**WHAT IS REQUIRED**
From the records below, copy every line that contains the word "lane".

**Stored items**
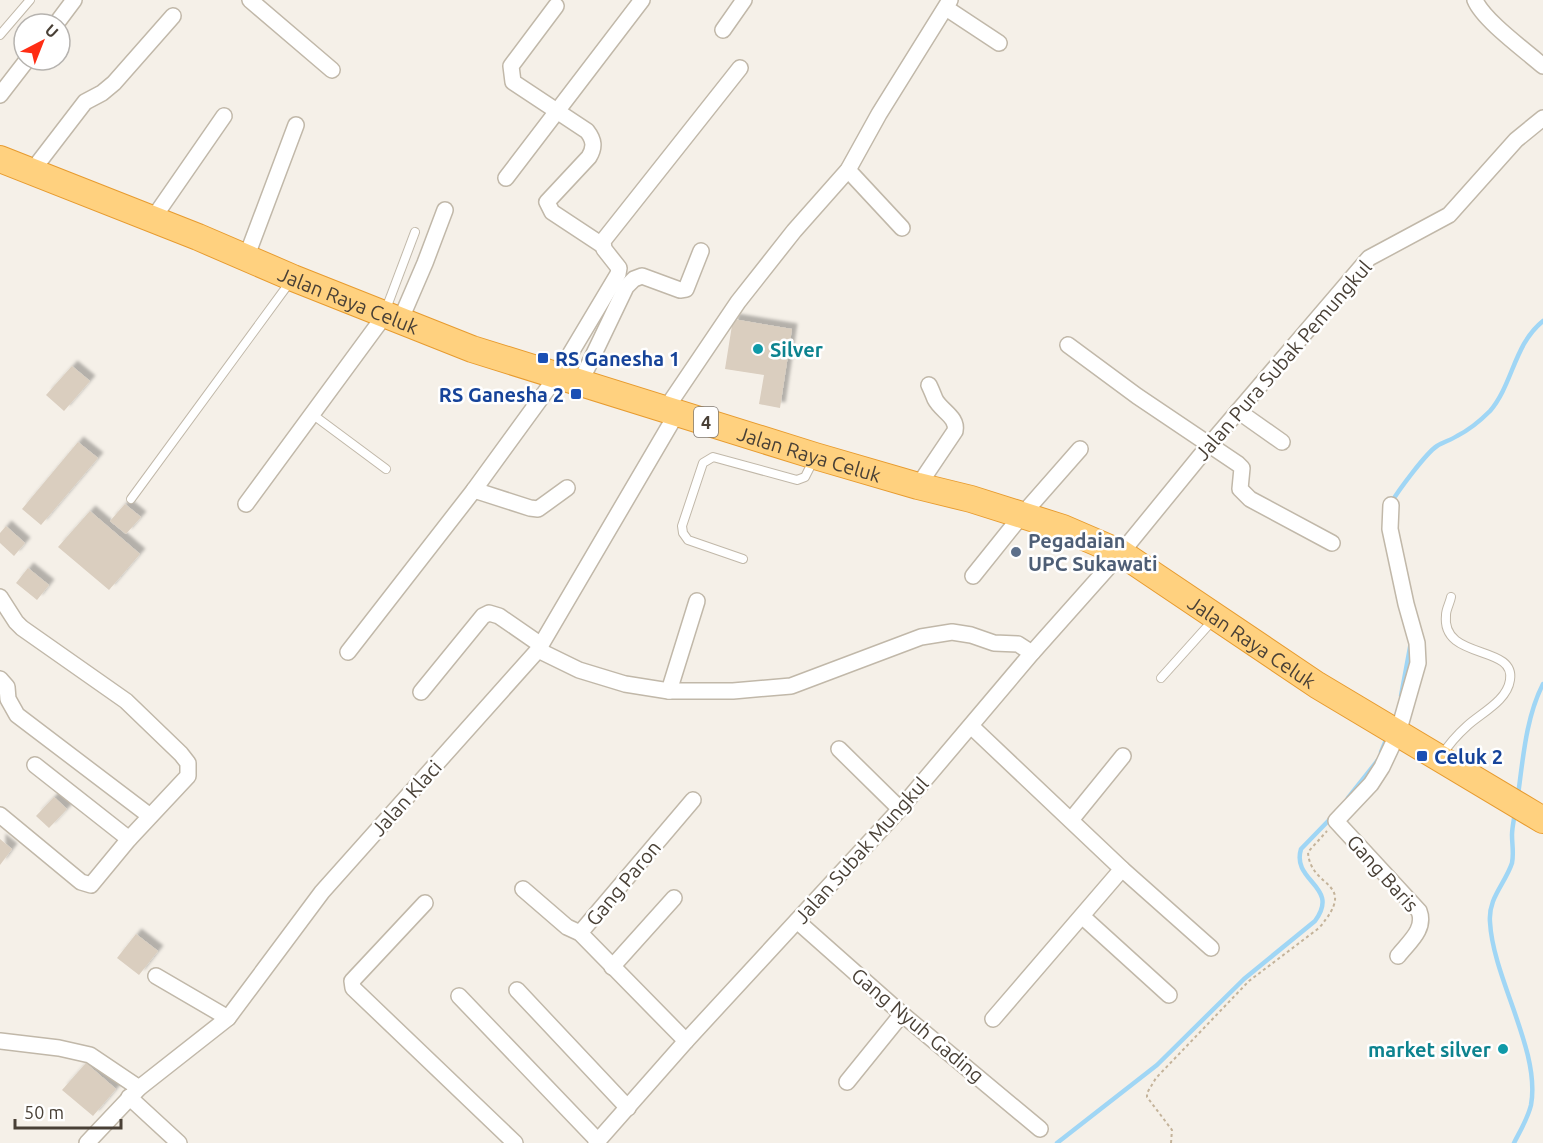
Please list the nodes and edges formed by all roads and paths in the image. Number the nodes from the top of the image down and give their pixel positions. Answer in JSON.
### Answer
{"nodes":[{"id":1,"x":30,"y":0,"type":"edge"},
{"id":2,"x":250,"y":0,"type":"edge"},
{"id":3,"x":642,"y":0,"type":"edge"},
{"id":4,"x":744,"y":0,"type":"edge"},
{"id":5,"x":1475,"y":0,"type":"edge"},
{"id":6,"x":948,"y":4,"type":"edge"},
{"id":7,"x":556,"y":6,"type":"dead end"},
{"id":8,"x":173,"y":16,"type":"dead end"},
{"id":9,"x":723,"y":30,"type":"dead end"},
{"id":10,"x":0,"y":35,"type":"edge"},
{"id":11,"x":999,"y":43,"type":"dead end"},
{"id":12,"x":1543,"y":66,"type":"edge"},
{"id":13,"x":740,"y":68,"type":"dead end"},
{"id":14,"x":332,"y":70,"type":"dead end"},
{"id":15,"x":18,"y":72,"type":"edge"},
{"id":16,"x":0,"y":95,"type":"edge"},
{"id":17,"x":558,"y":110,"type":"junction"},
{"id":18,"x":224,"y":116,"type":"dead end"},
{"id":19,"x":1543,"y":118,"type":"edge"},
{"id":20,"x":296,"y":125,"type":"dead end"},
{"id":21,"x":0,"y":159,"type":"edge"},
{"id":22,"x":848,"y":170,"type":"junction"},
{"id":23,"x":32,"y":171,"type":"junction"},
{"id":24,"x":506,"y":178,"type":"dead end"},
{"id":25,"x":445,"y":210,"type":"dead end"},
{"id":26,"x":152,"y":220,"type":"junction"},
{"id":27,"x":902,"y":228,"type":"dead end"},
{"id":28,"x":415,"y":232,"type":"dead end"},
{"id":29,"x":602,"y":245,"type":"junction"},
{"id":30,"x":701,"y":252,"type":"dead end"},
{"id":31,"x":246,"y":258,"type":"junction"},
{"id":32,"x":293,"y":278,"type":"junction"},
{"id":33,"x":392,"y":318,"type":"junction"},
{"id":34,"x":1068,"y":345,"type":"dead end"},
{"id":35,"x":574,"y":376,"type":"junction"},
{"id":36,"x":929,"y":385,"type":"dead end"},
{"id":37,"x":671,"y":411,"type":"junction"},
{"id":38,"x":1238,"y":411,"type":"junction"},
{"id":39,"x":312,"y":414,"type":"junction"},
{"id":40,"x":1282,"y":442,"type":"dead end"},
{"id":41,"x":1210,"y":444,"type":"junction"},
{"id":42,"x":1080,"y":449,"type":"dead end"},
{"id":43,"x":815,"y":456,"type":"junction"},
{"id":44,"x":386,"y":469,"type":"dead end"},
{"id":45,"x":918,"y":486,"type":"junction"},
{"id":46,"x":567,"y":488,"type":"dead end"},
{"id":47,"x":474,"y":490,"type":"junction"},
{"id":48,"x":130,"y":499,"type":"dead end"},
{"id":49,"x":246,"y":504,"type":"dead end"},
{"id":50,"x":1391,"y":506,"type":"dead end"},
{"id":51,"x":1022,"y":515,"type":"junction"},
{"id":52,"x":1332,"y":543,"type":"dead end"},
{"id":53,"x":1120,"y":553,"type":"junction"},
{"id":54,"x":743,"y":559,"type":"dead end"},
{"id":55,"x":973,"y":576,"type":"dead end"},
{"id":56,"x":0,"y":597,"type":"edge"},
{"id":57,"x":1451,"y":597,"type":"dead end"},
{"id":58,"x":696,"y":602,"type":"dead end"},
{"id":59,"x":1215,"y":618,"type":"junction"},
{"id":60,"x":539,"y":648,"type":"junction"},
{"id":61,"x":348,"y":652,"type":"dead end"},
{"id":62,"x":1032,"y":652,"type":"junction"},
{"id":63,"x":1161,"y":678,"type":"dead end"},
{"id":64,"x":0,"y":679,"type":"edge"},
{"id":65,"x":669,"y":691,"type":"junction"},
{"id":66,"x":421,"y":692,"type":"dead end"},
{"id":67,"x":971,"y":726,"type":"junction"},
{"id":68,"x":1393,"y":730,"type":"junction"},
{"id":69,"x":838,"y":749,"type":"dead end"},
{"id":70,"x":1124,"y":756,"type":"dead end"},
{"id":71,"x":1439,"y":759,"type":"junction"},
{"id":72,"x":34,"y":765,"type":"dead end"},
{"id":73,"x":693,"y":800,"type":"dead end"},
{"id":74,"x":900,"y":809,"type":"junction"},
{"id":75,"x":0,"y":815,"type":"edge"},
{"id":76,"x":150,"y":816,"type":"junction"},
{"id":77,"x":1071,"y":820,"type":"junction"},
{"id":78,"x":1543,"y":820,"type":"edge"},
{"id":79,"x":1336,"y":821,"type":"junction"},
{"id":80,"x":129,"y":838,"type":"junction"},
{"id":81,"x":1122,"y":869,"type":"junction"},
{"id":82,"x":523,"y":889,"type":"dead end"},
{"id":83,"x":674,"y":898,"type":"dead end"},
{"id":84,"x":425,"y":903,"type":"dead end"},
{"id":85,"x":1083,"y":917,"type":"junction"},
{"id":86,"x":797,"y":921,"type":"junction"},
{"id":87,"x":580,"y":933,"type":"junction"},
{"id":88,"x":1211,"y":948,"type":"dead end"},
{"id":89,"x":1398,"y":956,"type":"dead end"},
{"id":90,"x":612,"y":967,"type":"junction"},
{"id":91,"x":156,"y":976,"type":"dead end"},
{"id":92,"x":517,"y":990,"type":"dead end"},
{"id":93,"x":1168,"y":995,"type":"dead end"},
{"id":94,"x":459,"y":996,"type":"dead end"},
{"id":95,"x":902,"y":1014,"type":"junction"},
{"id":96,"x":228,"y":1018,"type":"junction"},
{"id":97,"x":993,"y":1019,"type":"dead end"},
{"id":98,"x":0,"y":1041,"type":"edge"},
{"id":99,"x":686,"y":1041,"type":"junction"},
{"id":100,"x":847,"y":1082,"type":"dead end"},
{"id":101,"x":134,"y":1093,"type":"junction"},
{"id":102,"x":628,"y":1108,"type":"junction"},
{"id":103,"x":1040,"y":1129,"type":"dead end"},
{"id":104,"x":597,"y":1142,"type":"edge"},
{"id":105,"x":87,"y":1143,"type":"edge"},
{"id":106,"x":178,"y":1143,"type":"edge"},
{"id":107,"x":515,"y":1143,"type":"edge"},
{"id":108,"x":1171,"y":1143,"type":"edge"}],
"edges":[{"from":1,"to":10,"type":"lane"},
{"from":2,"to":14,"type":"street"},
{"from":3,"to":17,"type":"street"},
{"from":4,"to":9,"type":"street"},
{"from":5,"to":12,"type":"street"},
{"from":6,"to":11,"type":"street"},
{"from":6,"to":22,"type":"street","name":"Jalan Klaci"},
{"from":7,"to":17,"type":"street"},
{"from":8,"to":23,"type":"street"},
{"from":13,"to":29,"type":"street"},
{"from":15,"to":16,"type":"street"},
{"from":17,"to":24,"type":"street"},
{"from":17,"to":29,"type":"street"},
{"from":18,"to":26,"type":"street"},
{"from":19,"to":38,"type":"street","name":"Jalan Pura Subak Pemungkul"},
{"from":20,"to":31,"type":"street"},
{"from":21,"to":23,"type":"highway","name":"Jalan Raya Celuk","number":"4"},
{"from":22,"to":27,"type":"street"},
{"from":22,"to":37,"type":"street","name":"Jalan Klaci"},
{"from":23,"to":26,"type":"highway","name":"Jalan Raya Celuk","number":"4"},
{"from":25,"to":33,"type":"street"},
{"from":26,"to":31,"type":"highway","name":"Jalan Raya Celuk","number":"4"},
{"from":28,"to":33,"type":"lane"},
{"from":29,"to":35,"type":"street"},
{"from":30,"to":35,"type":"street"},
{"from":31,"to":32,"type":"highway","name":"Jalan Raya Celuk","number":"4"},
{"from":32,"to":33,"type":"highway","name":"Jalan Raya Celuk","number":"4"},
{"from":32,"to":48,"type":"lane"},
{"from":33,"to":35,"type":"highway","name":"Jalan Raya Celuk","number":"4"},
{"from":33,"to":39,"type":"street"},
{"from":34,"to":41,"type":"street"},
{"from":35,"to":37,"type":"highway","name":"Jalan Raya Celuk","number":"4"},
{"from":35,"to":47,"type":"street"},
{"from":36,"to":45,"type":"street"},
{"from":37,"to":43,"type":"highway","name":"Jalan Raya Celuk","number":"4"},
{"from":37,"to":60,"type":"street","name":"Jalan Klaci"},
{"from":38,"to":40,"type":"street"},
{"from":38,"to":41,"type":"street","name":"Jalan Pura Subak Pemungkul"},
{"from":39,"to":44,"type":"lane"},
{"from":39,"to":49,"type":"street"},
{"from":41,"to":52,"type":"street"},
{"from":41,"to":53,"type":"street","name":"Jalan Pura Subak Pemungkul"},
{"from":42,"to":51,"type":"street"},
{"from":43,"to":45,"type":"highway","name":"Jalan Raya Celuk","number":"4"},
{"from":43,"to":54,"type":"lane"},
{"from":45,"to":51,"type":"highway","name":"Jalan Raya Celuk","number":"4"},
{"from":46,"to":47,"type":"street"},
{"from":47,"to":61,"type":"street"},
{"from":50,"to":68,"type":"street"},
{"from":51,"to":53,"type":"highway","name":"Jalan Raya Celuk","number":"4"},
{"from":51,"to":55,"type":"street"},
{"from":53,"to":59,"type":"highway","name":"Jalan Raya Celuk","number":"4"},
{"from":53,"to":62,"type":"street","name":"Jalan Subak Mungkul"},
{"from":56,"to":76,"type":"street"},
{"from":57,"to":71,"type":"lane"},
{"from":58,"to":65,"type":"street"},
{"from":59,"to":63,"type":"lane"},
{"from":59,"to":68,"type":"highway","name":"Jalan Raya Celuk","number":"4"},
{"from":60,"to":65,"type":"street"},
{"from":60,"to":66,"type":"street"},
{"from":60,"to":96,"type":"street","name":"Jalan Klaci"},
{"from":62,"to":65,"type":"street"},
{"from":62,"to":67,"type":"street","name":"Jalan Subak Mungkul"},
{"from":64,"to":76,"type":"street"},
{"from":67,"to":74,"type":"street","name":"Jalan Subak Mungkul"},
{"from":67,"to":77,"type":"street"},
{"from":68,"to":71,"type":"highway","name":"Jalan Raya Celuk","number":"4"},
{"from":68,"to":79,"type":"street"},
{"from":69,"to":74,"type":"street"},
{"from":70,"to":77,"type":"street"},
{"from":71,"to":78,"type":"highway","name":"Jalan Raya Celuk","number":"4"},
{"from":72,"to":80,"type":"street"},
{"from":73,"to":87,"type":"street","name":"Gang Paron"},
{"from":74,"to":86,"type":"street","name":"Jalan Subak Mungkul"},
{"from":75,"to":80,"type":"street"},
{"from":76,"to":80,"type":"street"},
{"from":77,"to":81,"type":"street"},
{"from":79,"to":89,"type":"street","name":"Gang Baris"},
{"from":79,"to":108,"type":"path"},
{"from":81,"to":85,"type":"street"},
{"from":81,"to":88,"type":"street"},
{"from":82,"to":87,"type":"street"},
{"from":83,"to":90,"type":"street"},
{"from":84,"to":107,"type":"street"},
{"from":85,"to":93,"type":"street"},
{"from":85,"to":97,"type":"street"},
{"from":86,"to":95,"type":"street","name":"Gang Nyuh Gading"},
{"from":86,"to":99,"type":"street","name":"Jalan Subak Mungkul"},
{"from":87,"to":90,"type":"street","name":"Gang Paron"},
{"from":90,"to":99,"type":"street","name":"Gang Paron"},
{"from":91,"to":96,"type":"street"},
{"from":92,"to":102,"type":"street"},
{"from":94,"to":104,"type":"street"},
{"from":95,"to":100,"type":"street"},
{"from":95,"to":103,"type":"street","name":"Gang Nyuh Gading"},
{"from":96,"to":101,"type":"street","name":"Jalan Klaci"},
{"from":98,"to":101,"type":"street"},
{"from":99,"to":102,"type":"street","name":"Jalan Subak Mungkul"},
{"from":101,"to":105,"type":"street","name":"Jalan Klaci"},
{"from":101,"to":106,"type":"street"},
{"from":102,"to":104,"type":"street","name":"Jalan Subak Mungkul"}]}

**SOLUTION FOR THIS PROBLEM**
"edges":[{"from":1,"to":10,"type":"lane"},
{"from":28,"to":33,"type":"lane"},
{"from":32,"to":48,"type":"lane"},
{"from":39,"to":44,"type":"lane"},
{"from":43,"to":54,"type":"lane"},
{"from":57,"to":71,"type":"lane"},
{"from":59,"to":63,"type":"lane"},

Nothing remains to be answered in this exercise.